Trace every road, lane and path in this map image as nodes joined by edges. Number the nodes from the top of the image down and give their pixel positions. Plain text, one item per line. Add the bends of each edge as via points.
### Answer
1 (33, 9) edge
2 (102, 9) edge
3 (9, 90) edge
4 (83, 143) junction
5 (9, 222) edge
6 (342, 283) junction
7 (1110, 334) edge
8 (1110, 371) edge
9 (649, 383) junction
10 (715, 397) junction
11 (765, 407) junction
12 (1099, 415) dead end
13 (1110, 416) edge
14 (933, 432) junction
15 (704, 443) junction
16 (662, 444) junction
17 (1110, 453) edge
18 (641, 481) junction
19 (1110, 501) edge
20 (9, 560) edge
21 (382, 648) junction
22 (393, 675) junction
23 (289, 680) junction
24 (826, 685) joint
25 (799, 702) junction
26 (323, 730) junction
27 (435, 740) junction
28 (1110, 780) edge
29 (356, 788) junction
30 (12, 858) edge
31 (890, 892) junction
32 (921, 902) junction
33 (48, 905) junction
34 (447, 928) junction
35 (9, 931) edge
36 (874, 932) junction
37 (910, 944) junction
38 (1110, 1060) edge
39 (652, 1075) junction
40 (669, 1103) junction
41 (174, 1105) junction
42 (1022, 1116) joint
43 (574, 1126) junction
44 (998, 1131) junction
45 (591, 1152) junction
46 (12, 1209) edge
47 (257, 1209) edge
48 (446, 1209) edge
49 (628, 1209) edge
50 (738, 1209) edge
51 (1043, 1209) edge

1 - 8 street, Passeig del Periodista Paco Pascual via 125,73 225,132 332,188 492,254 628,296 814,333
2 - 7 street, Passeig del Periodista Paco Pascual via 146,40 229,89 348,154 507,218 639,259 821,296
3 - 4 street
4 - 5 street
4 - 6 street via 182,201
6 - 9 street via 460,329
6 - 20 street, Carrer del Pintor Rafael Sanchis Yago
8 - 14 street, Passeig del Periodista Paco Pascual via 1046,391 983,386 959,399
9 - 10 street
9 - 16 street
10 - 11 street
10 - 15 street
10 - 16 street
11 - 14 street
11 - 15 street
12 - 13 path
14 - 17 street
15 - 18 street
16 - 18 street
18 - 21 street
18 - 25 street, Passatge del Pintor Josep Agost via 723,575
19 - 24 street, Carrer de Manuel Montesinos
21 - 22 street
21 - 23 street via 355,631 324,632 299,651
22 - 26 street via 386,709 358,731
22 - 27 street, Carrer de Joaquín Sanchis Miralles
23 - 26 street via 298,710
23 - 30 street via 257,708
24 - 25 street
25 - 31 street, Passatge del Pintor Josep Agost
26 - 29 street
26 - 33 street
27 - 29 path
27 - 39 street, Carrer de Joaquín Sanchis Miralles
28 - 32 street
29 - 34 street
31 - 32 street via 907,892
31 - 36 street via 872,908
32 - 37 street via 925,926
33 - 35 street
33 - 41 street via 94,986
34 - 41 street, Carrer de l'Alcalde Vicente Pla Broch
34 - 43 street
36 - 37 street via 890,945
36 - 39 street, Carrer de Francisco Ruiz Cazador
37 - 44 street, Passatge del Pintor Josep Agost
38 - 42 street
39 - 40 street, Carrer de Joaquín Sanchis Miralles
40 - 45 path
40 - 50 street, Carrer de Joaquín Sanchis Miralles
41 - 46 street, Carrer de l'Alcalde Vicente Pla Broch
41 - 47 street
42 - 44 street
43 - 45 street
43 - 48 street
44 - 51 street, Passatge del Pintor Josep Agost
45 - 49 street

───

## ABOUT THIS TASK
Each record above must be given again exactly.

## ANSWER TO THIS TASK
Trace every road, lane and path in this map image as nodes joined by edges. Number the nodes from the top of the image down and give their pixel positions. Plain text, one item per line. Add the bends of each edge as via points.
### Answer
1 (33, 9) edge
2 (102, 9) edge
3 (9, 90) edge
4 (83, 143) junction
5 (9, 222) edge
6 (342, 283) junction
7 (1110, 334) edge
8 (1110, 371) edge
9 (649, 383) junction
10 (715, 397) junction
11 (765, 407) junction
12 (1099, 415) dead end
13 (1110, 416) edge
14 (933, 432) junction
15 (704, 443) junction
16 (662, 444) junction
17 (1110, 453) edge
18 (641, 481) junction
19 (1110, 501) edge
20 (9, 560) edge
21 (382, 648) junction
22 (393, 675) junction
23 (289, 680) junction
24 (826, 685) joint
25 (799, 702) junction
26 (323, 730) junction
27 (435, 740) junction
28 (1110, 780) edge
29 (356, 788) junction
30 (12, 858) edge
31 (890, 892) junction
32 (921, 902) junction
33 (48, 905) junction
34 (447, 928) junction
35 (9, 931) edge
36 (874, 932) junction
37 (910, 944) junction
38 (1110, 1060) edge
39 (652, 1075) junction
40 (669, 1103) junction
41 (174, 1105) junction
42 (1022, 1116) joint
43 (574, 1126) junction
44 (998, 1131) junction
45 (591, 1152) junction
46 (12, 1209) edge
47 (257, 1209) edge
48 (446, 1209) edge
49 (628, 1209) edge
50 (738, 1209) edge
51 (1043, 1209) edge

1 - 8 street, Passeig del Periodista Paco Pascual via 125,73 225,132 332,188 492,254 628,296 814,333
2 - 7 street, Passeig del Periodista Paco Pascual via 146,40 229,89 348,154 507,218 639,259 821,296
3 - 4 street
4 - 5 street
4 - 6 street via 182,201
6 - 9 street via 460,329
6 - 20 street, Carrer del Pintor Rafael Sanchis Yago
8 - 14 street, Passeig del Periodista Paco Pascual via 1046,391 983,386 959,399
9 - 10 street
9 - 16 street
10 - 11 street
10 - 15 street
10 - 16 street
11 - 14 street
11 - 15 street
12 - 13 path
14 - 17 street
15 - 18 street
16 - 18 street
18 - 21 street
18 - 25 street, Passatge del Pintor Josep Agost via 723,575
19 - 24 street, Carrer de Manuel Montesinos
21 - 22 street
21 - 23 street via 355,631 324,632 299,651
22 - 26 street via 386,709 358,731
22 - 27 street, Carrer de Joaquín Sanchis Miralles
23 - 26 street via 298,710
23 - 30 street via 257,708
24 - 25 street
25 - 31 street, Passatge del Pintor Josep Agost
26 - 29 street
26 - 33 street
27 - 29 path
27 - 39 street, Carrer de Joaquín Sanchis Miralles
28 - 32 street
29 - 34 street
31 - 32 street via 907,892
31 - 36 street via 872,908
32 - 37 street via 925,926
33 - 35 street
33 - 41 street via 94,986
34 - 41 street, Carrer de l'Alcalde Vicente Pla Broch
34 - 43 street
36 - 37 street via 890,945
36 - 39 street, Carrer de Francisco Ruiz Cazador
37 - 44 street, Passatge del Pintor Josep Agost
38 - 42 street
39 - 40 street, Carrer de Joaquín Sanchis Miralles
40 - 45 path
40 - 50 street, Carrer de Joaquín Sanchis Miralles
41 - 46 street, Carrer de l'Alcalde Vicente Pla Broch
41 - 47 street
42 - 44 street
43 - 45 street
43 - 48 street
44 - 51 street, Passatge del Pintor Josep Agost
45 - 49 street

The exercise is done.